The following notes indicate why I think that although technically this could be done, we could not afford the capital cost. This is mainly because the analysis seems to significantly underestimate the amount of plant that would be required.
I think this is a valuable contribution to the discussion of the potential and limits of renewable energy. It takes the kind of approach needed, focusing on the combination of renewable sources that might meet daily demand. However it is not difficult to set out a scenario whereby this might be done technically; the problems are what quantity of redundant plant would be needed to deal with fluctuations in renewable energy sources, and what might the capital cost of this amount to?
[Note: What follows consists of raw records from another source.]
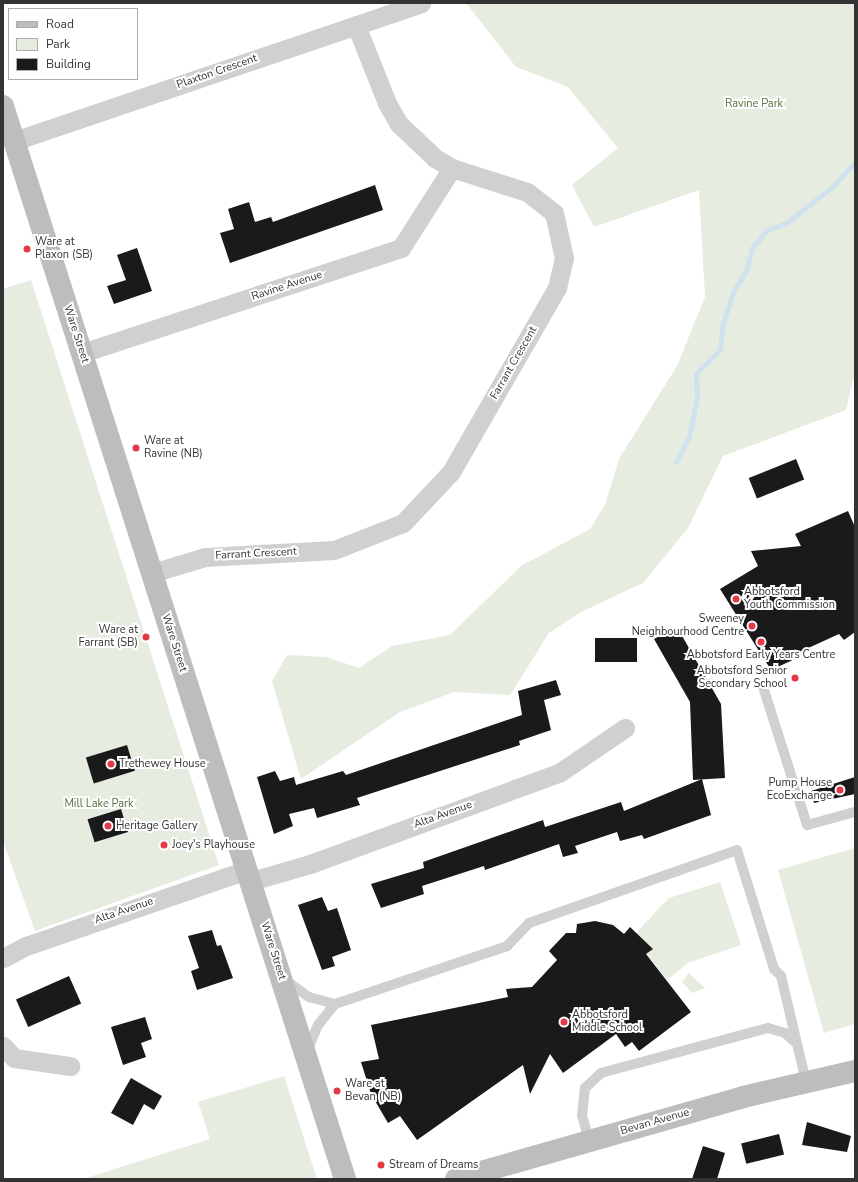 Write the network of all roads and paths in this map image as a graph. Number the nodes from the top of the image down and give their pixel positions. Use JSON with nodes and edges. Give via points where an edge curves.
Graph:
{"nodes":[{"id":1,"x":421,"y":3,"type":"edge"},
{"id":2,"x":356,"y":25,"type":"junction"},
{"id":3,"x":3,"y":106,"type":"edge"},
{"id":4,"x":11,"y":146,"type":"edge"},
{"id":5,"x":452,"y":168,"type":"junction"},
{"id":6,"x":82,"y":353,"type":"junction"},
{"id":7,"x":152,"y":573,"type":"junction"},
{"id":8,"x":763,"y":687,"type":"dead end"},
{"id":9,"x":626,"y":728,"type":"dead end"},
{"id":10,"x":855,"y":812,"type":"edge"},
{"id":11,"x":249,"y":875,"type":"junction"},
{"id":12,"x":3,"y":958,"type":"edge"},
{"id":13,"x":281,"y":977,"type":"junction"},
{"id":14,"x":336,"y":1004,"type":"junction"},
{"id":15,"x":794,"y":1041,"type":"junction"},
{"id":16,"x":3,"y":1046,"type":"edge"},
{"id":17,"x":306,"y":1054,"type":"junction"},
{"id":18,"x":70,"y":1066,"type":"dead end"},
{"id":19,"x":855,"y":1071,"type":"edge"},
{"id":20,"x":806,"y":1082,"type":"junction"},
{"id":21,"x":589,"y":1140,"type":"junction"},
{"id":22,"x":345,"y":1179,"type":"edge"},
{"id":23,"x":456,"y":1179,"type":"edge"}],
"edges":[{"from":1,"to":2,"type":"street","name":"Plaxton Crescent"},
{"from":2,"to":4,"type":"street","name":"Plaxton Crescent"},
{"from":2,"to":5,"type":"street","name":"Farrant Crescent","via":[[376,81],[399,124],[435,158]]},
{"from":3,"to":4,"type":"main road","name":"Ware Street"},
{"from":4,"to":6,"type":"main road","name":"Ware Street"},
{"from":5,"to":6,"type":"street","name":"Ravine Avenue","via":[[401,248]]},
{"from":5,"to":7,"type":"street","name":"Farrant Crescent","via":[[527,192],[542,200],[554,213],[564,258],[557,288],[546,309],[451,472],[402,523],[368,540],[334,550],[205,557]]},
{"from":6,"to":7,"type":"main road","name":"Ware Street"},
{"from":7,"to":11,"type":"main road","name":"Ware Street"},
{"from":8,"to":10,"type":"lane","via":[[807,825]]},
{"from":9,"to":11,"type":"street","name":"Alta Avenue","via":[[559,773],[310,864]]},
{"from":11,"to":12,"type":"street","name":"Alta Avenue","via":[[33,944]]},
{"from":11,"to":13,"type":"main road","name":"Ware Street"},
{"from":13,"to":14,"type":"lane","via":[[309,996]]},
{"from":13,"to":17,"type":"main road","name":"Ware Street"},
{"from":14,"to":15,"type":"lane","via":[[507,946],[529,923],[737,850],[774,969],[781,976]]},
{"from":14,"to":17,"type":"lane","via":[[318,1025]]},
{"from":15,"to":20,"type":"lane"},
{"from":15,"to":21,"type":"lane","via":[[777,1030],[761,1029],[601,1073],[585,1088],[582,1116]]},
{"from":16,"to":18,"type":"street","via":[[14,1058]]},
{"from":17,"to":22,"type":"main road","name":"Ware Street"},
{"from":19,"to":20,"type":"main road","name":"Bevan Avenue"},
{"from":20,"to":21,"type":"main road","name":"Bevan Avenue"},
{"from":21,"to":23,"type":"main road","name":"Bevan Avenue"}]} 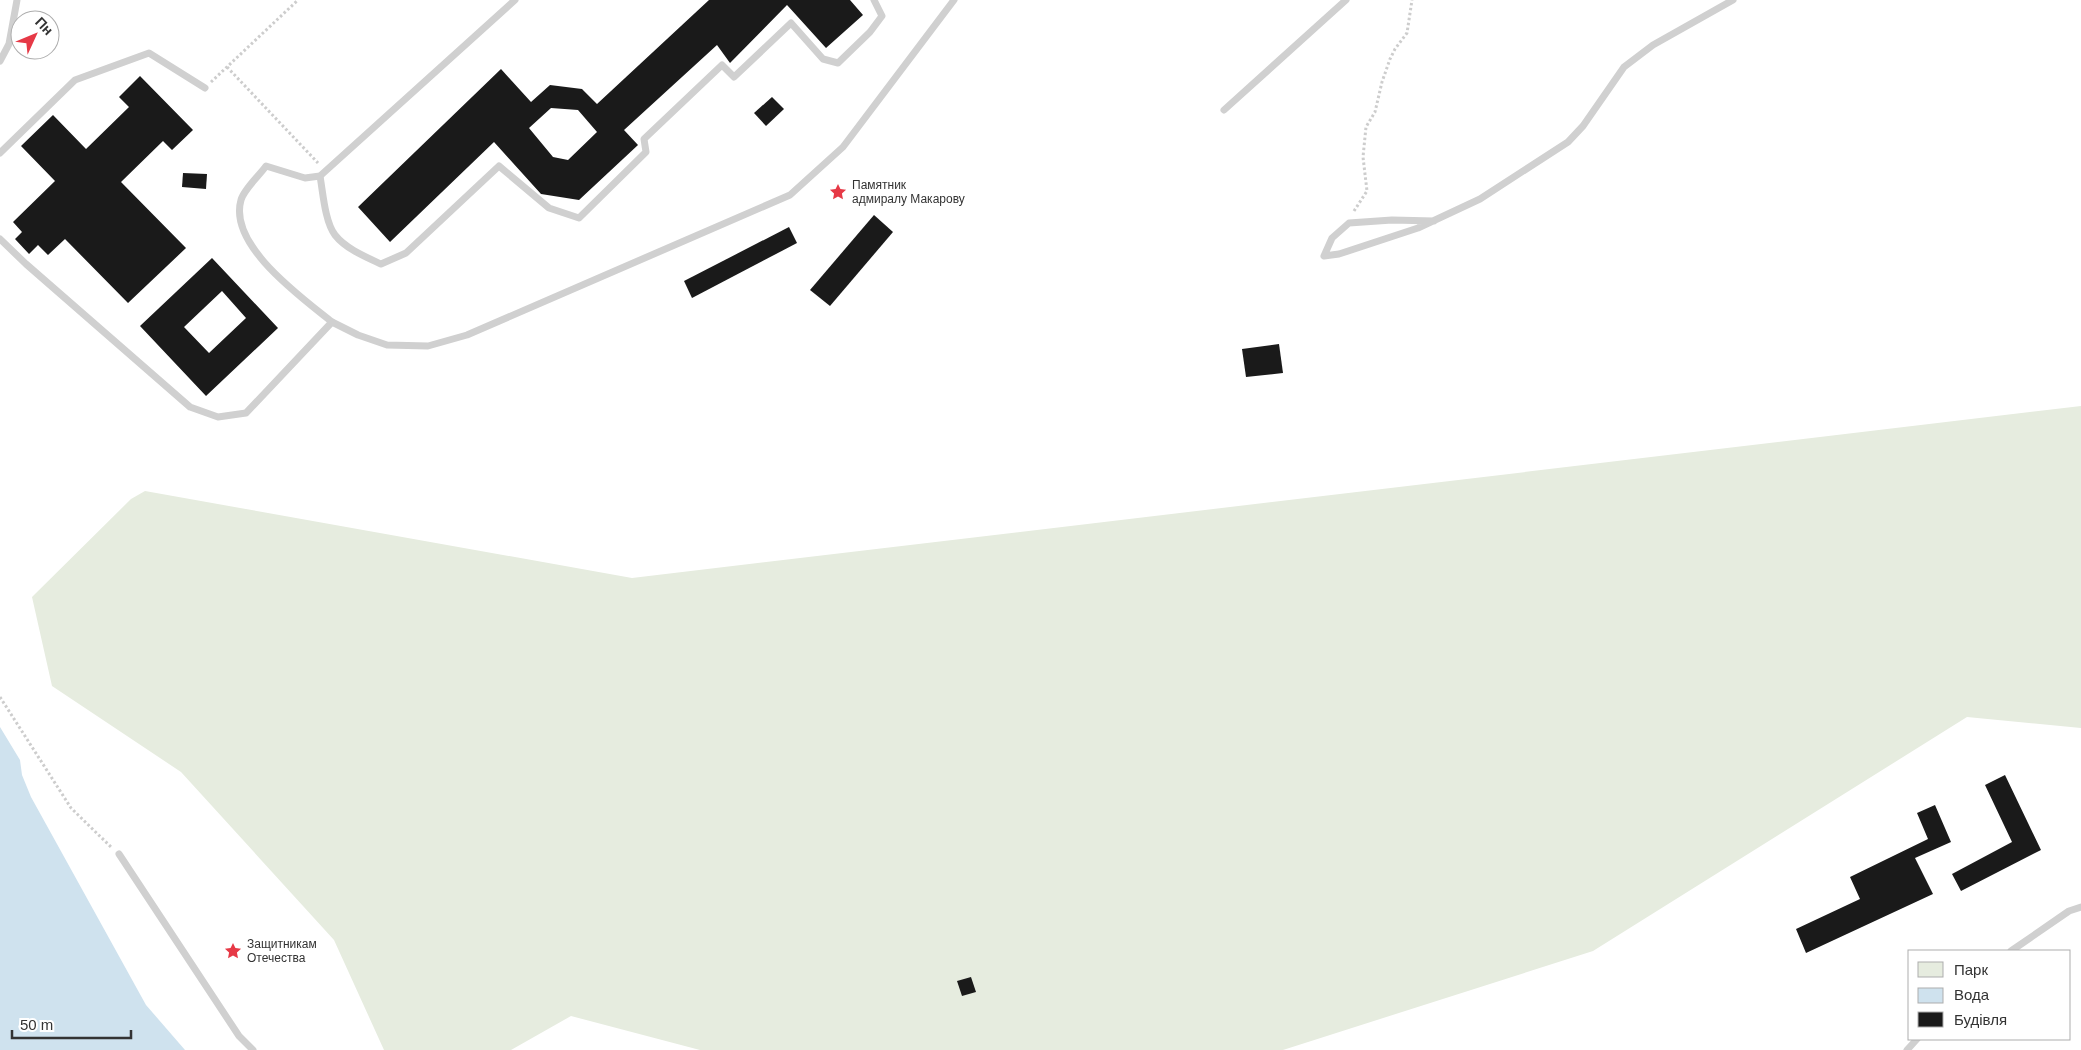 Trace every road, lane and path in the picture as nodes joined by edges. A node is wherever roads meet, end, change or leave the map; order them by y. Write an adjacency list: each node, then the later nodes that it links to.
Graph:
1 (17, 0): 9 (lane)
2 (298, 0): 10 (path)
3 (516, 0): 14 (lane)
4 (874, 0): 14 (lane)
5 (954, 0): 18 (lane)
6 (1346, 0): 12 (lane)
7 (1412, 0): 16 (path)
8 (1733, 0): 15 (lane)
9 (0, 60)
10 (227, 68): 11 (path); 14 (path)
11 (205, 88): 13 (lane)
12 (1224, 110)
13 (0, 153)
14 (322, 173): 18 (lane)
15 (1434, 221): 16 (lane); 16 (lane)
16 (1349, 223)
17 (0, 239): 18 (lane)
18 (332, 322)
19 (0, 697): 20 (path)
20 (119, 854): 24 (lane)
21 (2081, 907): 22 (lane)
22 (2012, 950)
23 (1916, 1040): 25 (lane)
24 (253, 1050)
25 (1907, 1050)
Two of the plots given sett out the contributions that might be combined to meet daily demand over about 8 days in 2010, in summer and winter. It seems to me that when these contributions are added the total capacity needed is much more than the paper states.
The task is to supply an average 31 GW. The plots given show that at one point in time wind is contributing a maximum of 13.5 GW, but at other times its contribution is close to zero, meaning that other sources are backing up for it. The corresponding peak inputs from the other sources are, PV 9 GW, solar thermal 27, hydro 5 GW and gas from biomass 24 GW. Thus the total amount of plant required would be 75.5 GW of peak capacity... to supply an average 31 GW. (In his response to Peter Lang, Mark Diesendorf says their total requirement is 84.9 GW.) That’s the magnitude of the redundancy problem and this is the major limiting factor for renewables; the need for a lot of back up plant, which will sit idle much of the time --- and impose high capital costs.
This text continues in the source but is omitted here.